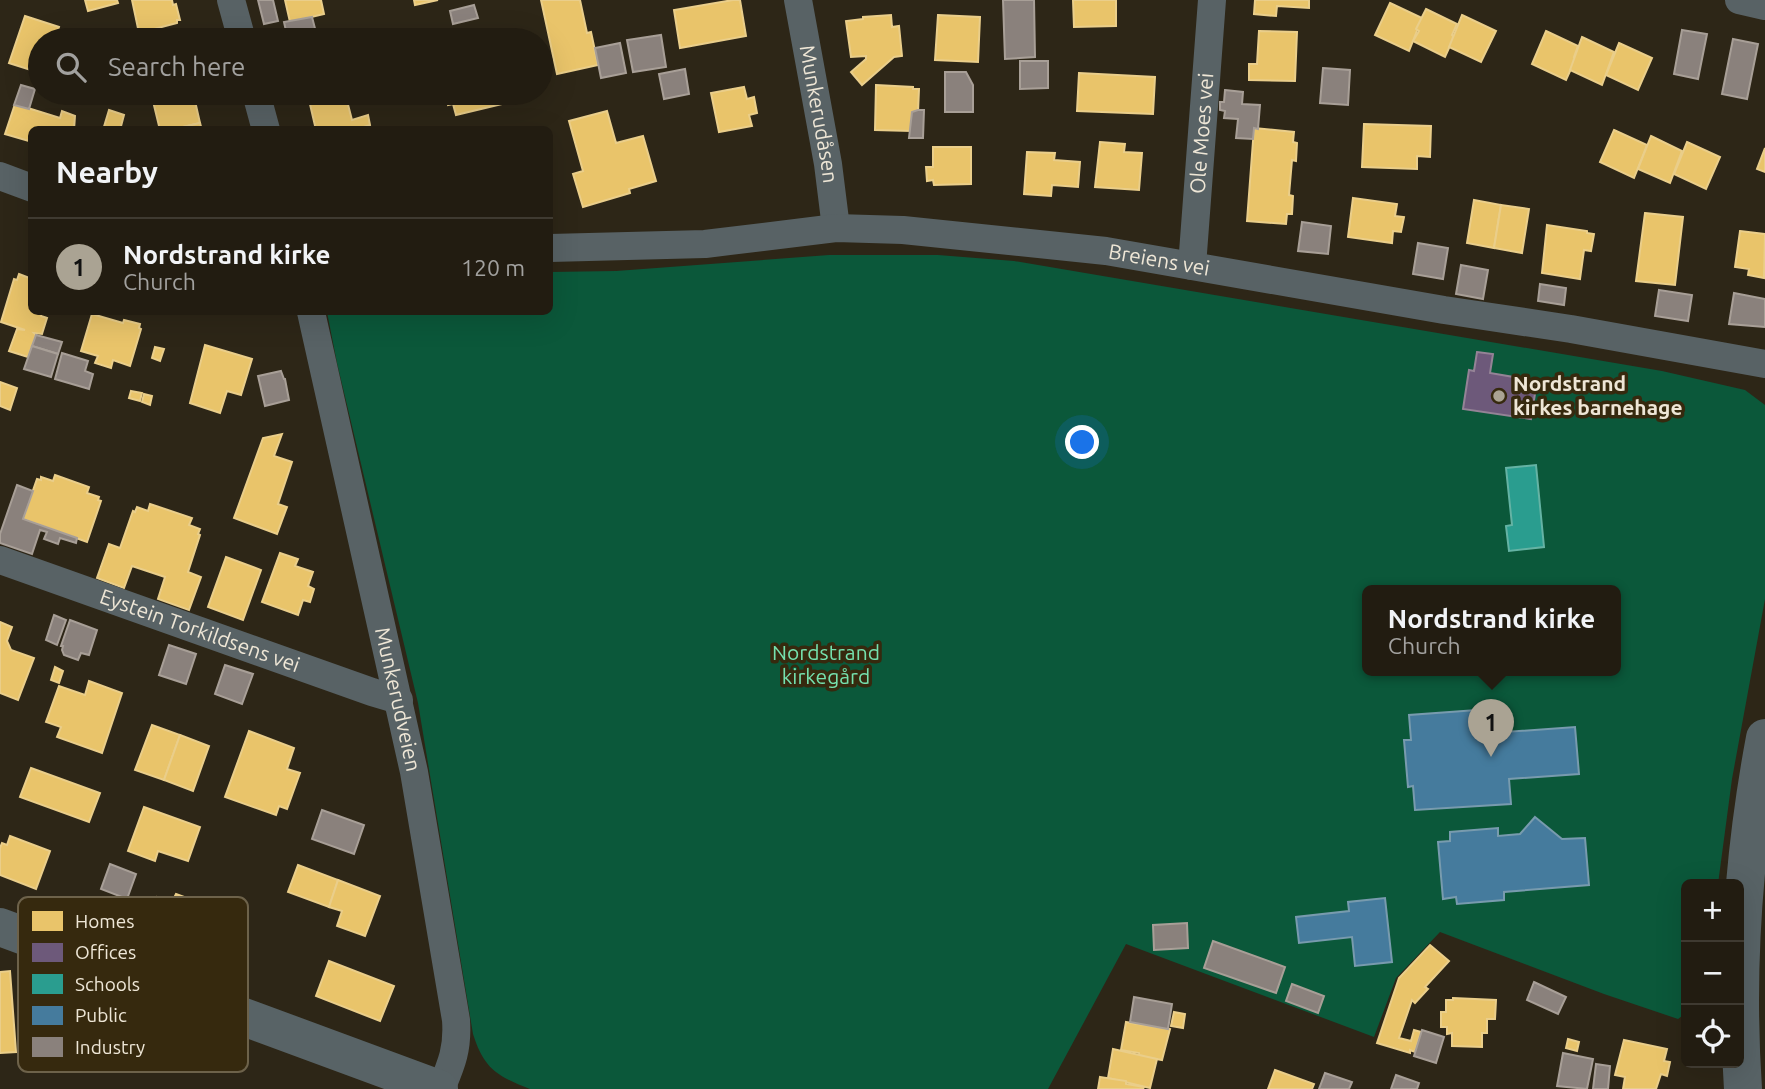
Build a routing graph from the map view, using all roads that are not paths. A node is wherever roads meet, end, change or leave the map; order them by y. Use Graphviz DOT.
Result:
graph roads {
  1 [pos="232,0"];
  2 [pos="798,0"];
  3 [pos="1212,0"];
  4 [pos="1739,0"];
  5 [pos="1765,6"];
  6 [pos="239,28"];
  7 [pos="260,105"];
  8 [pos="265,126"];
  9 [pos="0,176"];
  10 [pos="28,186"];
  11 [pos="836,228"];
  12 [pos="553,248"];
  13 [pos="1192,266"];
  14 [pos="311,315"];
  15 [pos="1765,364"];
  16 [pos="0,560"];
  17 [pos="399,700"];
  18 [pos="1765,738"];
  19 [pos="0,927"];
  20 [pos="18,934"];
  21 [pos="248,1018"];
  22 [pos="440,1089"];
  23 [pos="1744,1089"];
  1 -- 6 [label="street"];
  2 -- 11 [label="street, Munkerudåsen"];
  3 -- 13 [label="street, Ole Moes vei"];
  4 -- 5 [label="street"];
  7 -- 8 [label="street"];
  9 -- 10 [label="street"];
  11 -- 12 [label="street, Breiens vei"];
  11 -- 13 [label="street, Breiens vei"];
  13 -- 15 [label="street, Breiens vei"];
  14 -- 17 [label="street, Munkerudveien"];
  16 -- 17 [label="street, Eystein Torkildsens vei"];
  17 -- 22 [label="street, Munkerudveien"];
  18 -- 23 [label="main road"];
  19 -- 20 [label="main road"];
  21 -- 22 [label="main road"];
}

------------------------------------------------

▸ INSTRUCTIONS FOR THE TASK
Please transcribe every record above exactly as written, leaving out the pictures.

▸ RESPONSE
Build a routing graph from the map view, using all roads that are not paths. A node is wherever roads meet, end, change or leave the map; order them by y. Use Graphviz DOT.
Result:
graph roads {
  1 [pos="232,0"];
  2 [pos="798,0"];
  3 [pos="1212,0"];
  4 [pos="1739,0"];
  5 [pos="1765,6"];
  6 [pos="239,28"];
  7 [pos="260,105"];
  8 [pos="265,126"];
  9 [pos="0,176"];
  10 [pos="28,186"];
  11 [pos="836,228"];
  12 [pos="553,248"];
  13 [pos="1192,266"];
  14 [pos="311,315"];
  15 [pos="1765,364"];
  16 [pos="0,560"];
  17 [pos="399,700"];
  18 [pos="1765,738"];
  19 [pos="0,927"];
  20 [pos="18,934"];
  21 [pos="248,1018"];
  22 [pos="440,1089"];
  23 [pos="1744,1089"];
  1 -- 6 [label="street"];
  2 -- 11 [label="street, Munkerudåsen"];
  3 -- 13 [label="street, Ole Moes vei"];
  4 -- 5 [label="street"];
  7 -- 8 [label="street"];
  9 -- 10 [label="street"];
  11 -- 12 [label="street, Breiens vei"];
  11 -- 13 [label="street, Breiens vei"];
  13 -- 15 [label="street, Breiens vei"];
  14 -- 17 [label="street, Munkerudveien"];
  16 -- 17 [label="street, Eystein Torkildsens vei"];
  17 -- 22 [label="street, Munkerudveien"];
  18 -- 23 [label="main road"];
  19 -- 20 [label="main road"];
  21 -- 22 [label="main road"];
}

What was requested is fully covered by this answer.